7) Set up a selection commission
A National Security Commission needs to be set up at the union level to prepare a panel for selection and placement of chiefs of the Central Police Organizations with a minimum tenure of 2 years.

“It has become obvious that the police cannot be neutral. Either you comply with every order from the political masters, or you have some strong backing of a leader who protects you. That is how policing is being done in our country .”

Reforms: Largely on Papers

  • The directions of the Supreme Court, as usual, have fallen on deaf ears.
  • The Justice Thomas Committee appointed by the Supreme Court for monitoring compliance with the Prakash Singh judgement expressed dismay in its 2010 report over the total indifference exhibited by the states.
  • In 2013, the Justice Verma Committee constituted after the Nirbhaya gangrape also noted such non-compliance in its report and urged all states to fully comply with the top court’s directives to tackle systemic problems in policing.

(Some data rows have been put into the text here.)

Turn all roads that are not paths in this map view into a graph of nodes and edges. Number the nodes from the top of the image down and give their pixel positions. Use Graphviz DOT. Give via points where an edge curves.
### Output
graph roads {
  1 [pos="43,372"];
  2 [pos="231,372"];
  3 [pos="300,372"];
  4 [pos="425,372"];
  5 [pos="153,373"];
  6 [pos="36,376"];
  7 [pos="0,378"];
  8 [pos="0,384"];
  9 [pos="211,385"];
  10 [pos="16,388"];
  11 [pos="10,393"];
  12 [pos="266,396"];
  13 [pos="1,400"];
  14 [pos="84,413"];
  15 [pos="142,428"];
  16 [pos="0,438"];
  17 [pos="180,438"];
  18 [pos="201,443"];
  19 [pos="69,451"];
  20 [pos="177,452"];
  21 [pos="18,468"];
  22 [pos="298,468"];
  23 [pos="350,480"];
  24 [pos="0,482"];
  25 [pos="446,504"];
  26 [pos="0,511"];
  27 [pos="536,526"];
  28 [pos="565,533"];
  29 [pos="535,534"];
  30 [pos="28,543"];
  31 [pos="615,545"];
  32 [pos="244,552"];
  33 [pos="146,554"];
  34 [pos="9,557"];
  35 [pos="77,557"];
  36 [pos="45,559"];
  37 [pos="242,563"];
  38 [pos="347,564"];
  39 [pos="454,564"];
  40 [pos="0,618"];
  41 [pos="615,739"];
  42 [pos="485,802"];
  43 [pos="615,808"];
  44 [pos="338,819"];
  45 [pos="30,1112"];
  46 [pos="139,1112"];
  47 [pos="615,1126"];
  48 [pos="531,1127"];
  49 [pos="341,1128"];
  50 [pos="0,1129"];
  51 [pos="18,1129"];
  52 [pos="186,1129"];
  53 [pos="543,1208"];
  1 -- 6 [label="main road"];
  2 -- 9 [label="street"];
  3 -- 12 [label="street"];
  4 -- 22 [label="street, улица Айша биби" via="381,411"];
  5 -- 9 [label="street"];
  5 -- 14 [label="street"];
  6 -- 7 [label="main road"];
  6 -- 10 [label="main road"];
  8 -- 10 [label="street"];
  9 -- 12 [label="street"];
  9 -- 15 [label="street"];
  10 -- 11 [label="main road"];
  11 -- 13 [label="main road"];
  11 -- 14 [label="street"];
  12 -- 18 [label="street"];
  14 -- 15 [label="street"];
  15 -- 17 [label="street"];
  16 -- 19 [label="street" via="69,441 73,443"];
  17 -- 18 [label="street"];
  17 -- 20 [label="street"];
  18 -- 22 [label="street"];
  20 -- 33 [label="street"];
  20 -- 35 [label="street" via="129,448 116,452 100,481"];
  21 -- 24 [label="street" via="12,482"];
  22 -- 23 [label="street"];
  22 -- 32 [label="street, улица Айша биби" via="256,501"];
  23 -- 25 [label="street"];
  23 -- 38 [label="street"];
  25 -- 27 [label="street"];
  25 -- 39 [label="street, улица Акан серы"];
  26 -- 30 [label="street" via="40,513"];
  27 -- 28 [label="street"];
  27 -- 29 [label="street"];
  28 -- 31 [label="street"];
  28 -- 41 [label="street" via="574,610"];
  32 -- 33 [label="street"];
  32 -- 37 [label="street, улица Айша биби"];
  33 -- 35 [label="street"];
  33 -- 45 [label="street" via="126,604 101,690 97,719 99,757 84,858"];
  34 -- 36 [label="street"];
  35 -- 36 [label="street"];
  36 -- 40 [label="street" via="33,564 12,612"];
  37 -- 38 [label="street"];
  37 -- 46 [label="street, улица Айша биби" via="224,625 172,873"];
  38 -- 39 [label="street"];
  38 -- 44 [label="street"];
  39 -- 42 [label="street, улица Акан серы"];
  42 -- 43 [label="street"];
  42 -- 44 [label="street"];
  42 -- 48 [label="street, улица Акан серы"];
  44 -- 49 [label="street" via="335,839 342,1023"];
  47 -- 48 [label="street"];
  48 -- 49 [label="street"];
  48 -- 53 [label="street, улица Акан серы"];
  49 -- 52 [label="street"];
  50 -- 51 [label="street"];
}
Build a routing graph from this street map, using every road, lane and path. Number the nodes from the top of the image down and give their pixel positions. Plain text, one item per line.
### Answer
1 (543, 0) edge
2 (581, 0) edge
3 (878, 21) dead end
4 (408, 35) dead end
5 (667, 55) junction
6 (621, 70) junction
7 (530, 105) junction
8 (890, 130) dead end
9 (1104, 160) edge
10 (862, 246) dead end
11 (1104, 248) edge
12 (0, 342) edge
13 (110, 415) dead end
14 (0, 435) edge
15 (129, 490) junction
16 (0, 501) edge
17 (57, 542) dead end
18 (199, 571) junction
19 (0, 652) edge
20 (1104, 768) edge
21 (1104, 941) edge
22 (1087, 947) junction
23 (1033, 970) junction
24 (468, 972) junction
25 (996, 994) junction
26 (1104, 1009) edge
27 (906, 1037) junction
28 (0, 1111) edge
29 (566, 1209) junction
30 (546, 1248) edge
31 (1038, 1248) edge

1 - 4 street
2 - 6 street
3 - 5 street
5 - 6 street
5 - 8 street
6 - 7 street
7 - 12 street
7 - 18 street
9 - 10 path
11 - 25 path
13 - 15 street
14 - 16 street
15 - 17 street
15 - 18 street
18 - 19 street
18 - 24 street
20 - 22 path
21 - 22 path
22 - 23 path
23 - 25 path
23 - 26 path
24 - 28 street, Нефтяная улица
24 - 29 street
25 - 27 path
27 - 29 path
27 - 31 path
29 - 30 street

Why these reforms are yet unimplemented?

  • What has perhaps stalled the implementation of these reforms is the lack of political will, which in turn could be linked to the growing criminalization of politics.
  • When lawmakers increasingly feature serious criminal charges in their resume, they have very little incentive to professionalize the police force.
  • Growing criminality of politics may be hindering both police performance and the impetus for police reform.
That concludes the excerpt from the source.